Interview with Thomas Bach: 'We Can Only Provide Inspiration'
Thomas Bach, president of the International Olympic Committe, talks to SPIEGEL about anti-gay laws, Hamburg's 2024 bid and the association's limited responsibility for human rights.
SPIEGEL: Mr. Bach, when's the last time you visited a German gymnastics festival or watched a game in the soccer district league?
Bach: First of all, because I don't have that much time. And when I stop by a club, all of this stuff starts. Then people from the neighboring town ask: Why is he visiting them? Why isn't he also visiting us?
SPIEGEL: Shouldn't the president of the IOC be interested in what the base is doing?
Bach: What makes you think that I'm not? In late April, there was a 20-km race in Lausanne that I took part in. I didn't run the entire race -- I don't want to give the wrong impression here. In May I was in the Fiji Islands, coming out of the presidential residence, when I saw a rugby pitch nearby on which a team was training. I walked over, watched and asked a player how things were going. Then they invited me to play.
SPIEGEL: Thomas Bach sprinting over the pitch with a rugby ball under his arm.
Bach: Not exactly. They didn't let me make a goal, but there is the line-out, a throw-in during which the team lifts up the player so that he can catch the ball from the air. I was supposed to take over this role. I first had to kneel on the ground, kneeled and kneeled, and the players stood around and gave commands which I didn't understand at all. My thighs were already burning. At some point they realized that I don't understand any Fiji, and one of them then said in English: Hey, you need to jump too!
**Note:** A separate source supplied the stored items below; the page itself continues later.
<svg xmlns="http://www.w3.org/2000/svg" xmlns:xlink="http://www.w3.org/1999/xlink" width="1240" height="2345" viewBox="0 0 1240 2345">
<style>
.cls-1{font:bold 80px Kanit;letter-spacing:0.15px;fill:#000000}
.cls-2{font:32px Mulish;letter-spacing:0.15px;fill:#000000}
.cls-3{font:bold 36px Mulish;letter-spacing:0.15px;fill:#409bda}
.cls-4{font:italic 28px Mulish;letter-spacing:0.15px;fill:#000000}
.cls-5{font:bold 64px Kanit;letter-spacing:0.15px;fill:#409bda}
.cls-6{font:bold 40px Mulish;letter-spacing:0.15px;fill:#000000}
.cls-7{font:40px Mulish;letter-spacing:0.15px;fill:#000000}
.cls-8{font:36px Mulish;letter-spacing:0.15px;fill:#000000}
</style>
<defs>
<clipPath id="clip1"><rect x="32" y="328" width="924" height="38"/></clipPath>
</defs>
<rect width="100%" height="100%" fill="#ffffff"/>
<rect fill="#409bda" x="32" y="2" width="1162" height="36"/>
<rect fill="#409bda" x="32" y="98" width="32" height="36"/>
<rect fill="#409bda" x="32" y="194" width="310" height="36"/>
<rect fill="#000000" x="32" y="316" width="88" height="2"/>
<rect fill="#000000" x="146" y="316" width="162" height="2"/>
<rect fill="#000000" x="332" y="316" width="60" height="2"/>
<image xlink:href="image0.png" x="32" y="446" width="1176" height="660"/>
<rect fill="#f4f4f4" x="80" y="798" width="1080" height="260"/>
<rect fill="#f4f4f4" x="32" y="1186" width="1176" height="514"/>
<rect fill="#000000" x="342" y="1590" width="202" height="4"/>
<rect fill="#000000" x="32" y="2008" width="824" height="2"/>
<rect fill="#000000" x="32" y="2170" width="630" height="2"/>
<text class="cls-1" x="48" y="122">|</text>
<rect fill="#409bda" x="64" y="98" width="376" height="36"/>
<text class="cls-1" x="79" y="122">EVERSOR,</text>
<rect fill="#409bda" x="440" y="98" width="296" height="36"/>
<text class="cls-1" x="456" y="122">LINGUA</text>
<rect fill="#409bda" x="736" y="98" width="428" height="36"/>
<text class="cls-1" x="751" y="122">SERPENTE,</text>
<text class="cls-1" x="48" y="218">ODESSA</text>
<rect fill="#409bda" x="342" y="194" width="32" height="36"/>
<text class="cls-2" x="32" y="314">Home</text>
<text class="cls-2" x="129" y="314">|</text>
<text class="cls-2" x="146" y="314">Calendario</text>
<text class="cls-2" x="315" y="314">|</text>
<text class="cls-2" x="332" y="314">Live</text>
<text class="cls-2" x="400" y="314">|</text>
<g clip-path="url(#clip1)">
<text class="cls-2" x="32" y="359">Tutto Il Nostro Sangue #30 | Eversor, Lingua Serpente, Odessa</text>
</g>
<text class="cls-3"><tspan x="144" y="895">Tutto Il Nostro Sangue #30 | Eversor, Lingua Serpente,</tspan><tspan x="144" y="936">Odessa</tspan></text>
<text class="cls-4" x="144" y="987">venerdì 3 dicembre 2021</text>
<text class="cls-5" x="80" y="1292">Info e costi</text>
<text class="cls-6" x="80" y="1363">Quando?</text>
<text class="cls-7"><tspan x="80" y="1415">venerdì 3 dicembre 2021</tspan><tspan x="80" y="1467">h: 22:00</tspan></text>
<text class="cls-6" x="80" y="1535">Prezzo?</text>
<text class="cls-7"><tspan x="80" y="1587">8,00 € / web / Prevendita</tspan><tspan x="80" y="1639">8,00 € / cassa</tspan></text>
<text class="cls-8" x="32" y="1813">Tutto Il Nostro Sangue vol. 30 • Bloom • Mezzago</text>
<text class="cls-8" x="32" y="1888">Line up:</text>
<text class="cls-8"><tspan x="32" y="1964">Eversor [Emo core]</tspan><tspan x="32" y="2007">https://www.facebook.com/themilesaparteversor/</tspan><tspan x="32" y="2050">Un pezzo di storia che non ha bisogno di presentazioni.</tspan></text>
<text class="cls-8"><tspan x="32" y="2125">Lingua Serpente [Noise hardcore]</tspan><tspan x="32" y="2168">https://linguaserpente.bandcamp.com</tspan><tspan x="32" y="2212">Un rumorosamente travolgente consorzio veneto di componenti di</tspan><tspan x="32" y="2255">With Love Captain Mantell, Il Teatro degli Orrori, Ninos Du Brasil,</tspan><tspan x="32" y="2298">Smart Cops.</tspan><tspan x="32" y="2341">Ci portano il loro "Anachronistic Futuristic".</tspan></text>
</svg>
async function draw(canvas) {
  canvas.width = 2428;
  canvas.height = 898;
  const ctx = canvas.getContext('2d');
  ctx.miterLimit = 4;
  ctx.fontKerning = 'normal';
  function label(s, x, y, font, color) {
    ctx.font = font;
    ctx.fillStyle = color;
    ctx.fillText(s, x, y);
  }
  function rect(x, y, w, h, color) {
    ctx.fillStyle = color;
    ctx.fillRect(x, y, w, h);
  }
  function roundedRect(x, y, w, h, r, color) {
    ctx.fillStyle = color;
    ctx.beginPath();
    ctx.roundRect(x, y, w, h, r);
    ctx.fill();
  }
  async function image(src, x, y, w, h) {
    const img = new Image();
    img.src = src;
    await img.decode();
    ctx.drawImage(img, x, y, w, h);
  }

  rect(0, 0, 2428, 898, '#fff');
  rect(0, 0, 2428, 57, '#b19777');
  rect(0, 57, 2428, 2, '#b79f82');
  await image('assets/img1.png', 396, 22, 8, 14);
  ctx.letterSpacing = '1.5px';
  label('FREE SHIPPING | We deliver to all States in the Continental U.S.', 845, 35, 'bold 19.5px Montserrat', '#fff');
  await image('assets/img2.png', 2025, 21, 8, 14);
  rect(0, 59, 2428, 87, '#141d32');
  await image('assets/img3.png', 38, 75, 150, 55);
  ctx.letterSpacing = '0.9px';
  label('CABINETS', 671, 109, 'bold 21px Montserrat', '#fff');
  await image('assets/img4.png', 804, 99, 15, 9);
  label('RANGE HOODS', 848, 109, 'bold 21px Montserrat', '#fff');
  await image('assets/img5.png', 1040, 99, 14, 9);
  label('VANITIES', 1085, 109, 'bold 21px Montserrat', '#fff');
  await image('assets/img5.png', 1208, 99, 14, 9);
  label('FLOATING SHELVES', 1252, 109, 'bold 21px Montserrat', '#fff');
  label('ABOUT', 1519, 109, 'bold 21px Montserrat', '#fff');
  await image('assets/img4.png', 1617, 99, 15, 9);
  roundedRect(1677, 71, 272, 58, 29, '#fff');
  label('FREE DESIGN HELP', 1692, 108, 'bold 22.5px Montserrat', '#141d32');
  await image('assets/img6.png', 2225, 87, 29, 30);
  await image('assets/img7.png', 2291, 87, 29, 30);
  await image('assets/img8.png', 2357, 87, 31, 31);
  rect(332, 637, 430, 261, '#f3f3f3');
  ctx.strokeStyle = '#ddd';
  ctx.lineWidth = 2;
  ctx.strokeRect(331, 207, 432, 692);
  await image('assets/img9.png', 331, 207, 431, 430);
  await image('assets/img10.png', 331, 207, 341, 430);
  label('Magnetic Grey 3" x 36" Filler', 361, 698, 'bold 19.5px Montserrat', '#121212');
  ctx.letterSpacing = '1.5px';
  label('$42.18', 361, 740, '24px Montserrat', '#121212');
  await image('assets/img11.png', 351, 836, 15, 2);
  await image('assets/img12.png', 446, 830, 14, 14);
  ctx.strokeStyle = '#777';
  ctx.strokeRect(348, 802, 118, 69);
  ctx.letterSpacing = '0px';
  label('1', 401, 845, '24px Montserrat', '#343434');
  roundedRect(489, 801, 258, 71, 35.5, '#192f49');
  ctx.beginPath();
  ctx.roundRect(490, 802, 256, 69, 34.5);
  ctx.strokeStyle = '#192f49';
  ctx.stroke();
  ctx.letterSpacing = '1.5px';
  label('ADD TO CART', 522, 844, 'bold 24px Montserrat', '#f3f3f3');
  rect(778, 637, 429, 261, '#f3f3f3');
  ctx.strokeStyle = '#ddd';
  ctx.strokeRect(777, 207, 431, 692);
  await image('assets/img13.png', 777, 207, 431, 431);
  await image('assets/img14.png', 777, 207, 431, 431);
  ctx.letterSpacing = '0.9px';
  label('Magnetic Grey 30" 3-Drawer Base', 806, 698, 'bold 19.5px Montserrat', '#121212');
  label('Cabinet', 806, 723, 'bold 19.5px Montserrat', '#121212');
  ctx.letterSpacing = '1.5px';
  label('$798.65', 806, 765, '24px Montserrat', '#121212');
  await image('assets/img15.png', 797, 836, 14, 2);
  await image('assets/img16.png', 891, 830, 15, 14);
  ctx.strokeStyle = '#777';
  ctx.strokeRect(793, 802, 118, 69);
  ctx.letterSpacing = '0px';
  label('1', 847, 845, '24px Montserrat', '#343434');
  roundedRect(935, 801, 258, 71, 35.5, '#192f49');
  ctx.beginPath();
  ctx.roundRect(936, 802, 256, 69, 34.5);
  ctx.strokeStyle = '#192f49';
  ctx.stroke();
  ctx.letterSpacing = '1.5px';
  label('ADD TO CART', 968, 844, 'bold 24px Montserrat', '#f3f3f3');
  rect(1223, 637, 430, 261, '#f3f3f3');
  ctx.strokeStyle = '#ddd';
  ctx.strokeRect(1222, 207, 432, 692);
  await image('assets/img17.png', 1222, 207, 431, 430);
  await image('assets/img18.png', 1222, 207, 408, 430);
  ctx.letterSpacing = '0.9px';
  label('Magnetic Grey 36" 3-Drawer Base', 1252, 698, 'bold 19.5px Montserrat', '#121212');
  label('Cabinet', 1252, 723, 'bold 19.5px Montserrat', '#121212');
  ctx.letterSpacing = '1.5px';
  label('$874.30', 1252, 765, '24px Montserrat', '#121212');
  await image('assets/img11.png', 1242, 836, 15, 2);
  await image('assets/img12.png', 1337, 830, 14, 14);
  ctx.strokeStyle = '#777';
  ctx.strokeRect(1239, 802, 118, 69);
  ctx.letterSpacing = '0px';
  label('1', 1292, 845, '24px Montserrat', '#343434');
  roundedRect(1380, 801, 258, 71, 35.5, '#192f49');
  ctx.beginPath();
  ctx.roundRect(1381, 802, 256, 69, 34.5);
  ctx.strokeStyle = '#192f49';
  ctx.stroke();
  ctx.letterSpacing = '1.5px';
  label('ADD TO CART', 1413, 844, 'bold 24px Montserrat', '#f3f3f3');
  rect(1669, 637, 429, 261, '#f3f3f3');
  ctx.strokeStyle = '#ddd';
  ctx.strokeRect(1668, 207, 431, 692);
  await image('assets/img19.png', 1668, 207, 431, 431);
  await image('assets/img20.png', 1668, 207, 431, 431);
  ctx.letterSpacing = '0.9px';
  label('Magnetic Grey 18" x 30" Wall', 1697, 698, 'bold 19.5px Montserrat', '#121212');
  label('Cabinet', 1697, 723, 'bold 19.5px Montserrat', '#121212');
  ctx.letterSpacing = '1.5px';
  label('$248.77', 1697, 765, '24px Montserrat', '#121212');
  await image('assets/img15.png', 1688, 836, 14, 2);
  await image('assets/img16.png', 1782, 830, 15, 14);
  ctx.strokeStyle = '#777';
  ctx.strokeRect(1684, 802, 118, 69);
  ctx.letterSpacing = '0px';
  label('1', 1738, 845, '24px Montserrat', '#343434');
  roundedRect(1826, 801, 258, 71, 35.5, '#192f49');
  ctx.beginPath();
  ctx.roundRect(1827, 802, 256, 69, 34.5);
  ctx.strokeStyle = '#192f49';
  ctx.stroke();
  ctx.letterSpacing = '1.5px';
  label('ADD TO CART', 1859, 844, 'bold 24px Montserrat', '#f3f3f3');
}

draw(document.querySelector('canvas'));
And so I jumped, and was lifted up, caught the ball and passed it along. It worked wonderfully.
SPIEGEL: The first European Games started in Baku, the capital of Azerbaijan, on June 12. Do you look forward to these tournaments?
Bach: I'm always glad to see sports and athletes.
SPIEGEL: Some people see things differently. In Azerbaijan, there are activists and civil rights campaigners who are in jail because they criticized the European Games.
Bach: The European Games are not being organized by the IOC, but from the European Olympic Committees. But I don't want to talk my way out of this by being technical.
SPIEGEL: That's good.
Bach: When members vote for a host, they're not declaring that they agree with the laws of the country. It's not a vote for a political system. The IOC isn't a world government.
SPIEGEL: But it often acts like it is. Before the start of the 2008 Olympics in Beijing, the IOC emphasized that it was helping open China to the world.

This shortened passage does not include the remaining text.